Wakil Ketua Komisi XI DPR, Fathan Subchi/Net
Wakil Ketua Komisi XI DPR, Fathan Subchi/Net

Pemerintah didesak mengejar piutang negara kepada para debitur di sisa tahun anggaran 2020. Jumlah bruto piutang negara yang mencapai Rp358,5 triliun cukup besar untuk menambah pemasukan kas negara.


Berdasarkan keterangan Direktorat Jenderal Kekayaan Negara (DJKN) Kementerian Keuangan (Kemenkeu), Rp358,5 triliun piutang negara terdiri dari piutang lancar dan piutang jangka panjang. Untuk piutang lancar yakni piutang yang harus dibayar debitur dalam waktu kurang dari setahun mencapai Rp279,9 triliun. Sedangkan piutang jangka panjang yang bisa dibayarkan oleh debitur dengan jangka waktu di atas 12 bulan mencapai Rp60,6 triliun.

"Shortfall penerimaan pajak pada 2020 diprediksi mencapai Rp388,5 triliun. Jika DJKN Kemenkeu bisa memaksimalkan penagihan piutang negara, maka setidaknya akan bisa menutup shortfall penerimaan pajak tahun ini," kata Wakil Ketua Komisi XI DPR, Fathan Subchi seperti dilansir Kantor Berita Politik RMOL, Kamis (15/10).

Dia menjelaskan penerimaan pajak 2020 diprediksi hanya mencapai Rp1.254,1 triliun atau 76,4 persen dari target awal sebesar Rp1.642,6 triliun. Penerimaan pajak diproyeksikan terkontraksi 5,9 persen dibandingkan realisasi 2019 karena dampak Covid-19 terhadap perekonomian nasional.

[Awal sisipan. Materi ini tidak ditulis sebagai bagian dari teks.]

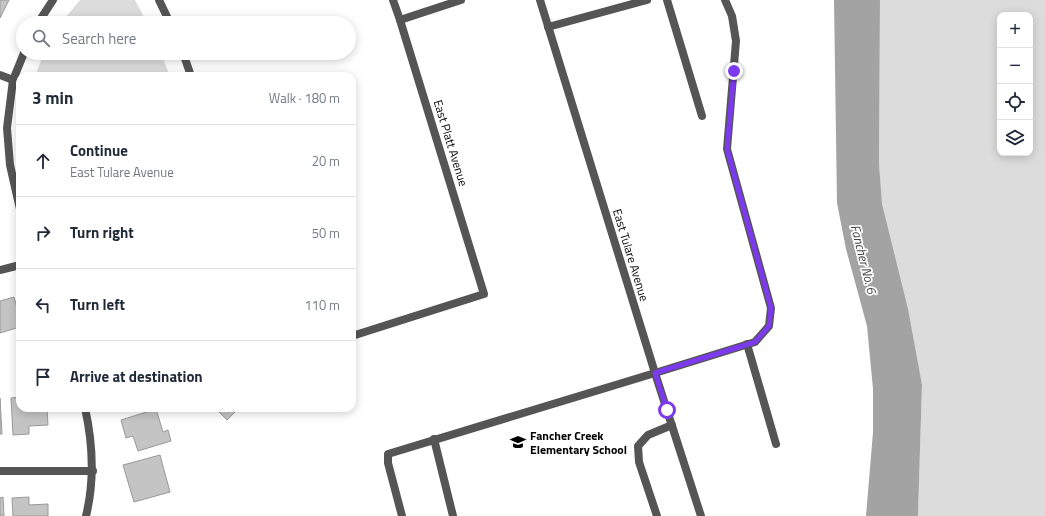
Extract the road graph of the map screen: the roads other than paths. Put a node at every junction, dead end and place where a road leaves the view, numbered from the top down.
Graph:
1 (53, 0) edge
2 (159, 0) edge
3 (393, 0) edge
4 (461, 0) edge
5 (540, 0) edge
6 (647, 0) edge
7 (667, 0) edge
8 (725, 0) edge
9 (43, 16) edge
10 (167, 16) edge
11 (400, 20) junction
12 (548, 27) junction
13 (21, 60) edge
14 (185, 60) edge
15 (16, 72) edge
16 (190, 72) edge
17 (16, 73) edge
18 (0, 76) edge
19 (13, 80) junction
20 (702, 116) dead end
21 (16, 191) edge
22 (16, 265) edge
23 (0, 270) edge
24 (356, 335) edge
25 (747, 344) junction
26 (655, 373) junction
27 (86, 412) edge
28 (672, 425) junction
29 (434, 439) junction
30 (776, 444) dead end
31 (0, 471) edge
32 (93, 471) junction
33 (86, 516) edge
34 (402, 516) edge
35 (453, 516) edge
36 (657, 516) edge
37 (701, 516) edge

1 - 9 street
2 - 10 street
3 - 11 street, East Platt Avenue
4 - 11 street
5 - 12 street, East Tulare Avenue
6 - 12 street
7 - 20 street
8 - 25 street
11 - 24 street, East Platt Avenue
12 - 26 street, East Tulare Avenue
13 - 15 street
14 - 16 street
17 - 19 street
18 - 19 street
19 - 21 street
22 - 23 street
25 - 26 street
25 - 30 street
26 - 28 street, East Tulare Avenue
26 - 29 street
27 - 32 street
28 - 36 street
28 - 37 street, East Tulare Avenue
29 - 34 street
29 - 35 street
31 - 32 street
32 - 33 street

"Pemerintah memang harus kreatif mencari sumber alternatif pemasukan negara di luar pajak, salah satunya dengan memaksimalkan penagihan piutang negara kepada para debitur," katanya.

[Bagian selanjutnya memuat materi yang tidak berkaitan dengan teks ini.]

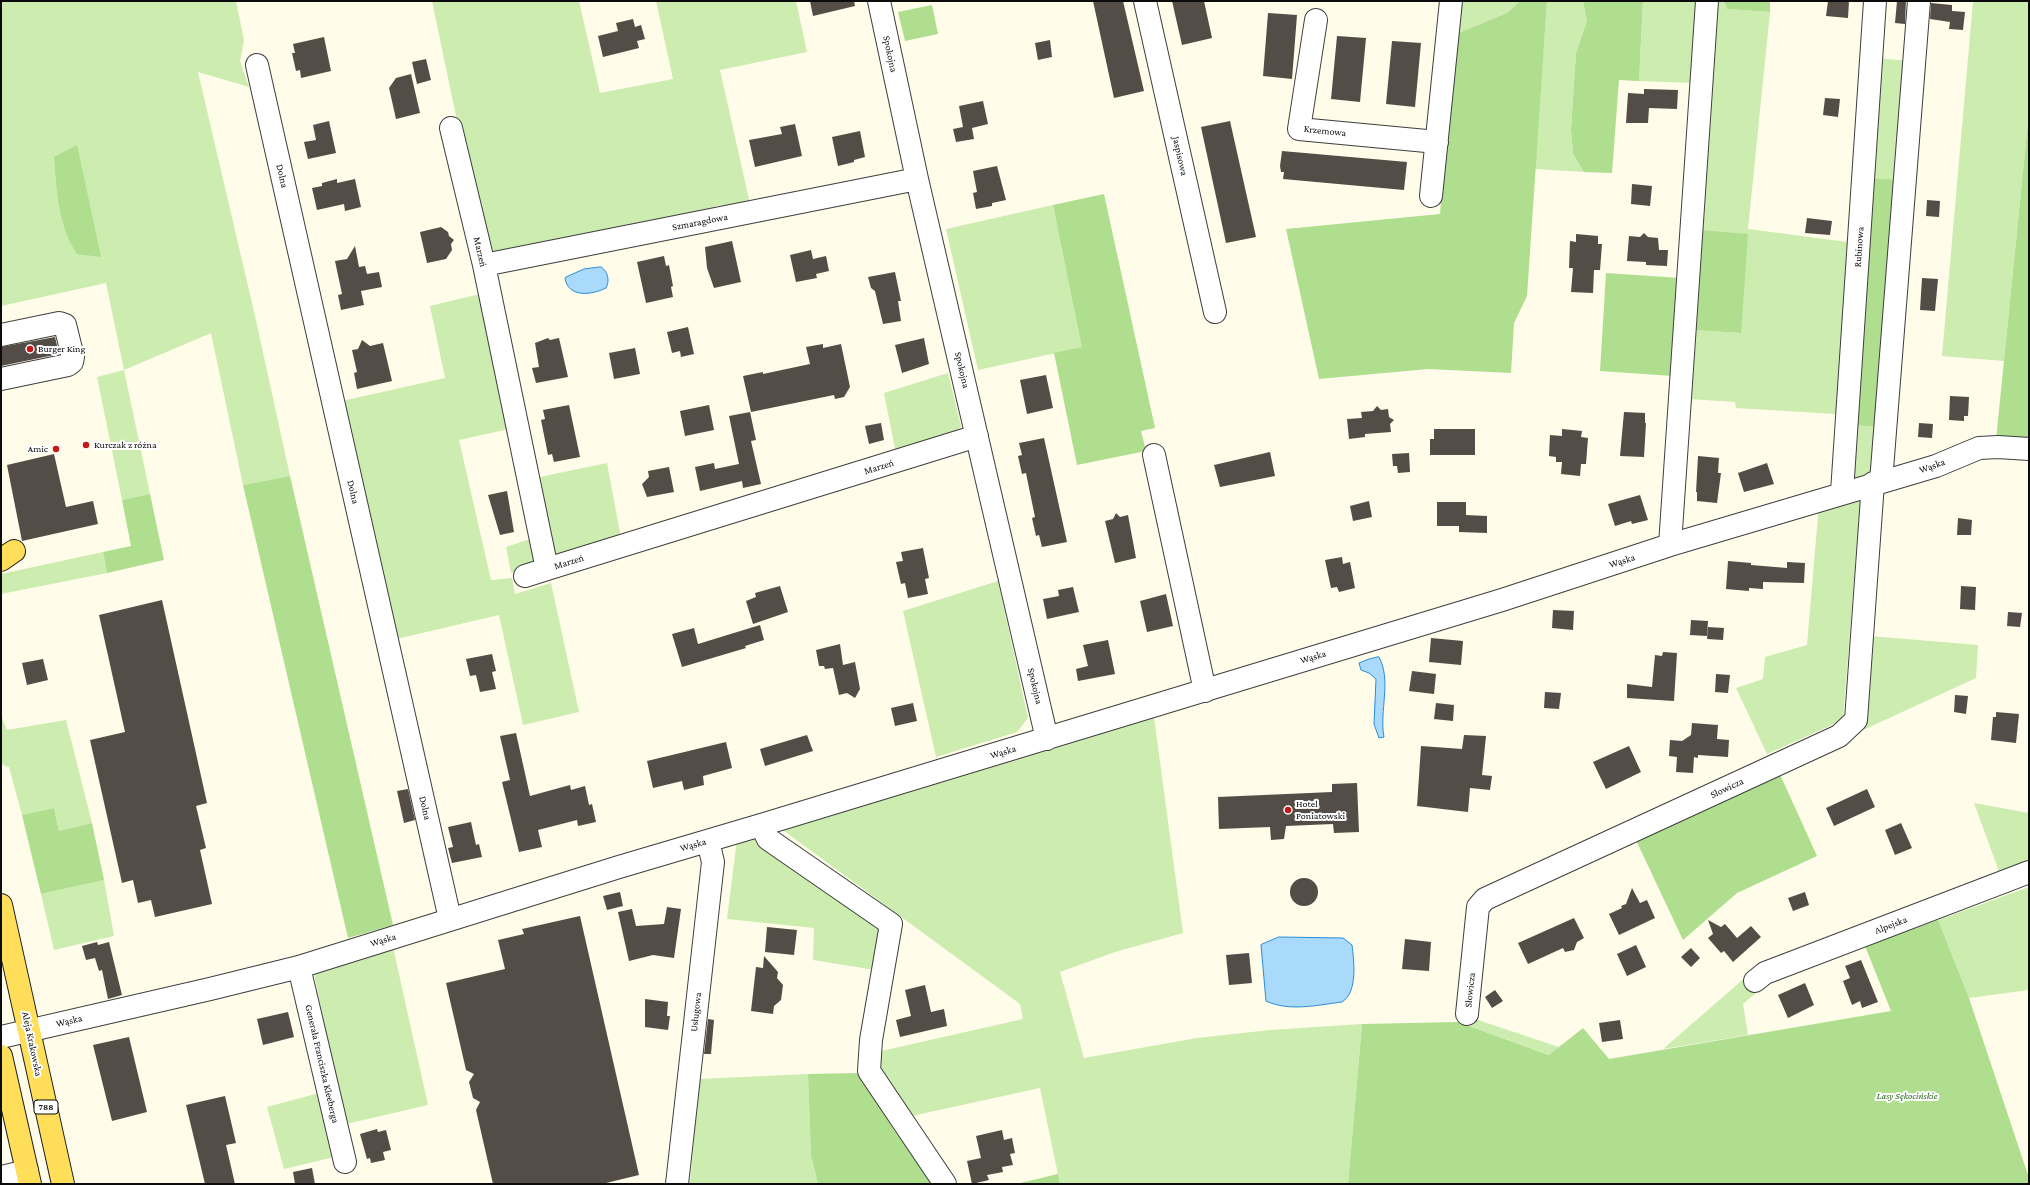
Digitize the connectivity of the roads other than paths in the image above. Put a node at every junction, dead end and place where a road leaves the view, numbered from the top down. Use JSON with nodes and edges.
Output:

Politikus PKB ini mengakui pandemi Covid-19 mempunyai dampak luar biasa kepada para pelaku usaha. Kendati demikian, keuangan negara harus tetap diselamatkan salah satunya melalui penagihan piutang negara kepada para debitur.

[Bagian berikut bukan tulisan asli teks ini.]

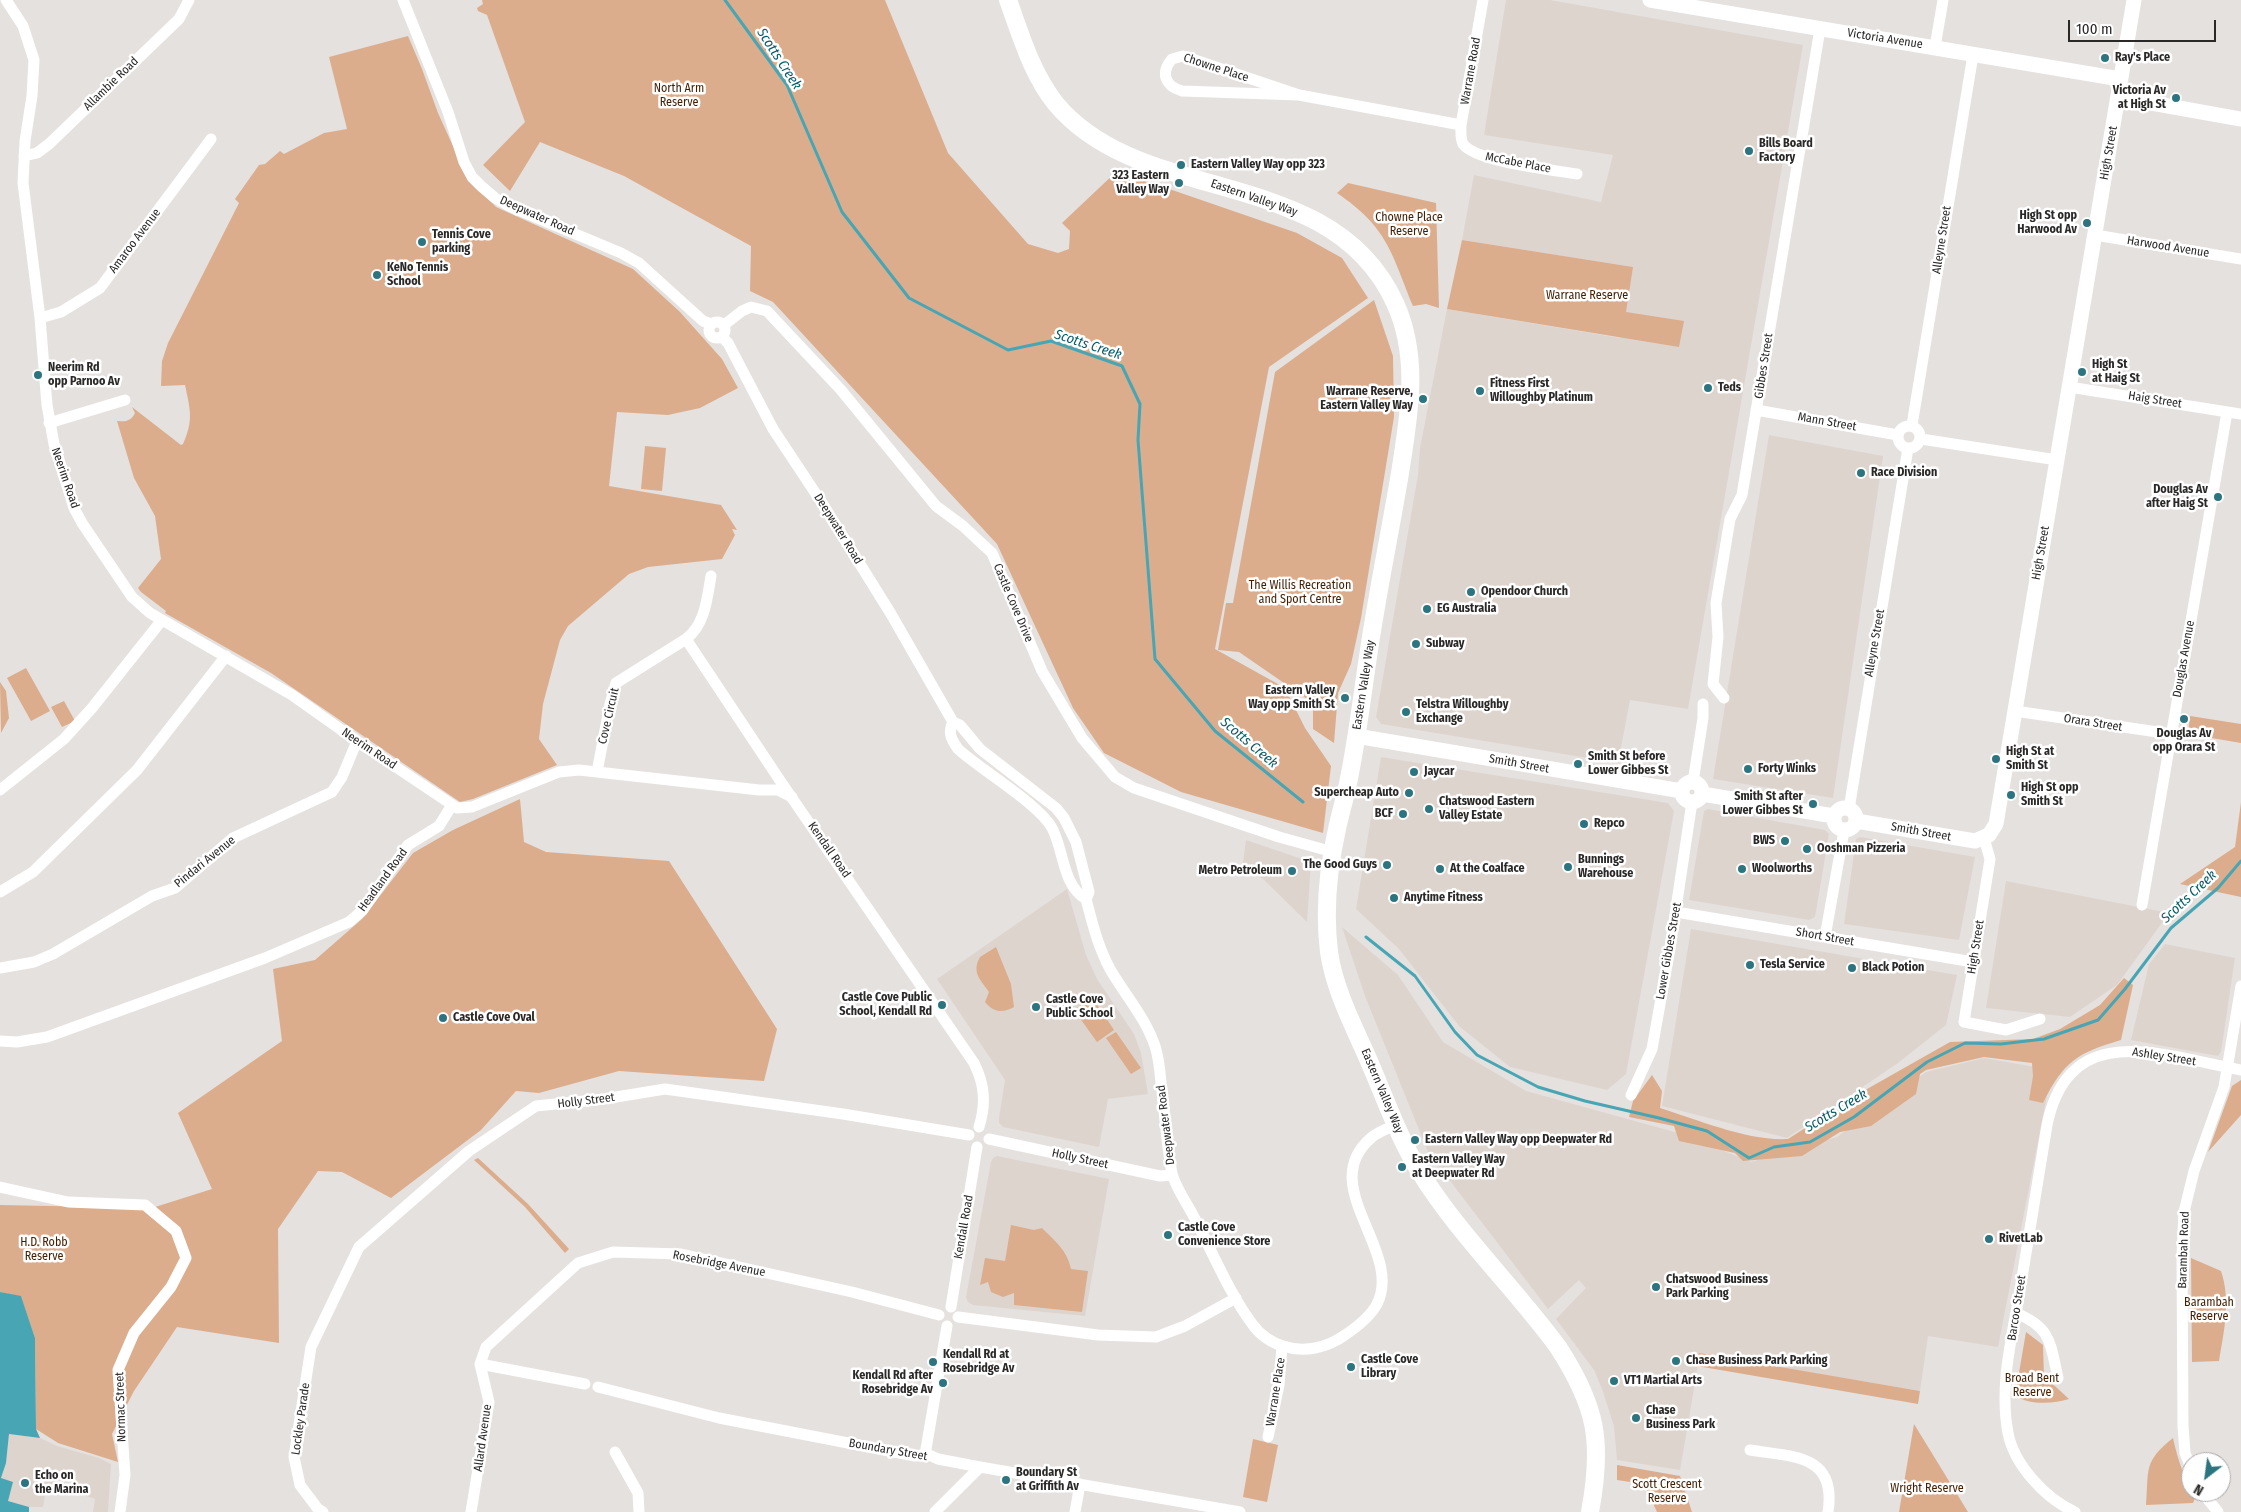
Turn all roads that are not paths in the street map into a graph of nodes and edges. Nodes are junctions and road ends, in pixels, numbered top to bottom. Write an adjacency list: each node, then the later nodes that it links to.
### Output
1 (6, 0): 19 (street, Neerim Road)
2 (189, 0): 19 (street, Allambie Road)
3 (403, 0): 24 (street, Deepwater Road)
4 (1008, 0): 45 (main road, Eastern Valley Way)
5 (1484, 0): 16 (street, Warrane Road)
6 (1650, 0): 9 (street, Victoria Avenue)
7 (1943, 0): 10 (street)
8 (2134, 0): 12 (street, High Street)
9 (1820, 29): 10 (street, Victoria Avenue); 27 (street, Gibbes Street)
10 (1935, 47): 11 (street, Victoria Avenue)
11 (1973, 54): 12 (street, Victoria Avenue); 31 (street, Alleyne Street)
12 (2120, 79): 14 (street, High Street)
13 (1299, 95): 13 (street, Chowne Place); 16 (street, Chowne Place)
14 (2118, 97): 15 (street); 21 (street, High Street)
15 (2241, 119)
16 (1461, 125): 18 (street, Warrane Road)
17 (211, 139): 23 (street, Amaroo Avenue)
18 (1462, 143): 20 (street, McCabe Place)
19 (24, 156): 23 (street, Neerim Road)
20 (1577, 174)
21 (2095, 236): 22 (street, Harwood Avenue); 25 (street, High Street)
22 (2241, 259)
23 (40, 318): 30 (street, Neerim Road)
24 (723, 331): 43 (street, Deepwater Road); 56 (street, Castle Cove Drive)
25 (2069, 387): 28 (street, Haig Street); 35 (street, High Street)
26 (125, 400): 30 (street)
27 (1756, 410): 32 (street, Mann Street); 40 (street, Gibbes Street)
28 (2227, 412): 29 (street, Haig Street); 44 (street, Douglas Avenue)
29 (2241, 414)
30 (49, 423): 37 (street, Neerim Road)
31 (1912, 425): 32 (street); 33 (street)
32 (1898, 435): 34 (street)
33 (1921, 439): 34 (street); 35 (street)
34 (1908, 448): 52 (street, Alleyne Street)
35 (2057, 460): 42 (street, High Street)
36 (710, 576): 38 (street)
37 (162, 620): 39 (street, Neerim Road); 48 (street)
38 (686, 639): 47 (street, Cove Circuit); 50 (street, Kendall Road)
39 (226, 656): 46 (street, Neerim Road); 57 (street)
40 (1724, 698)
41 (1703, 704): 49 (street, Lower Gibbes Street)
42 (2015, 711): 44 (street, Orara Street); 55 (street, High Street)
43 (953, 722): 58 (street, Deepwater Road); 58 (street, Deepwater Road)
44 (2171, 734): 59 (street, Douglas Avenue)
45 (1356, 736): 49 (street, Smith Street); 56 (main road, Eastern Valley Way)
46 (356, 741): 51 (street, Neerim Road); 63 (street, Pindari Avenue)
47 (597, 772): 50 (street); 51 (street)
48 (0, 790)
49 (1692, 792): 53 (street, Smith Street); 60 (street, Lower Gibbes Street)
50 (792, 797): 72 (street, Kendall Road)
51 (452, 805): 66 (street, Headland Road)
52 (1853, 815): 53 (street); 54 (street); 55 (street, Smith Street)
53 (1834, 816): 54 (street)
54 (1844, 831): 61 (street)
55 (1984, 838): 62 (street, High Street)
56 (1333, 852): 71 (main road, Eastern Valley Way)
57 (0, 892)
58 (1086, 899): 76 (street, Deepwater Road)
59 (2142, 905)
60 (1676, 912): 61 (street, Short Street); 70 (street, Lower Gibbes Street)
61 (1825, 937): 62 (street, Short Street)
62 (1973, 962): 65 (street, High Street)
63 (0, 968)
64 (2241, 986): 67 (street, Barambah Road)
65 (2040, 1019)
66 (0, 1041)
67 (2228, 1067): 68 (street, Ashley Street); 69 (street, Ashley Street); 93 (street, Barambah Road)
68 (2241, 1070)
69 (2065, 1081): 80 (street, Barcoo Street)
70 (1631, 1095)
71 (1396, 1124): 84 (street, Deepwater Road); 105 (main road, Eastern Valley Way)
72 (980, 1128): 73 (street); 74 (street)
73 (969, 1135): 75 (street); 85 (street, Holly Street)
74 (989, 1139): 75 (street); 76 (street, Holly Street)
75 (977, 1147): 79 (street, Kendall Road)
76 (1172, 1175): 78 (street, Deepwater Road)
77 (0, 1187): 98 (street, Normac Street)
78 (1236, 1298): 82 (street); 84 (street, Deepwater Road)
79 (950, 1307): 81 (street); 82 (street)
80 (2016, 1313): 87 (street); 107 (street, Barcoo Street)
81 (939, 1315): 83 (street); 86 (street, Rosebridge Avenue)
82 (958, 1318): 83 (street)
83 (947, 1326): 94 (street)
84 (1282, 1346): 90 (street, Warrane Place)
85 (311, 1347): 99 (street, Lockley Parade)
86 (480, 1364): 88 (street); 100 (street, Allard Avenue)
87 (2058, 1378)
88 (585, 1384)
89 (598, 1387): 94 (street, Boundary Street)
90 (1268, 1437)
91 (1750, 1450): 106 (street)
92 (615, 1452): 101 (street)
93 (2185, 1452)
94 (927, 1454): 95 (street, Boundary Street)
95 (980, 1468): 96 (street, Boundary Street); 102 (street)
96 (1080, 1484): 103 (street); 104 (street, Boundary Street)
97 (2210, 1502): 108 (street)
98 (120, 1512)
99 (323, 1512)
100 (471, 1512)
101 (639, 1512)
102 (935, 1512)
103 (1075, 1512)
104 (1240, 1512)
105 (1590, 1512)
106 (1828, 1512)
107 (2075, 1512)
108 (2218, 1512)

"Piutang negara ini kan bentuknya macam-macam, ada piutang pajak, piutang non-pajak, hingga piutang royalty. Saya kira DJKN bisa dengan tepat memetakan mana debitur yang benar-benar tidak bisa bayar dan dan mana yang hanya pura-pura tak bisa bayar. Dengan pemetaan tersebut maka saya rasa penagihan akan lebih efektif," tutup Fathan.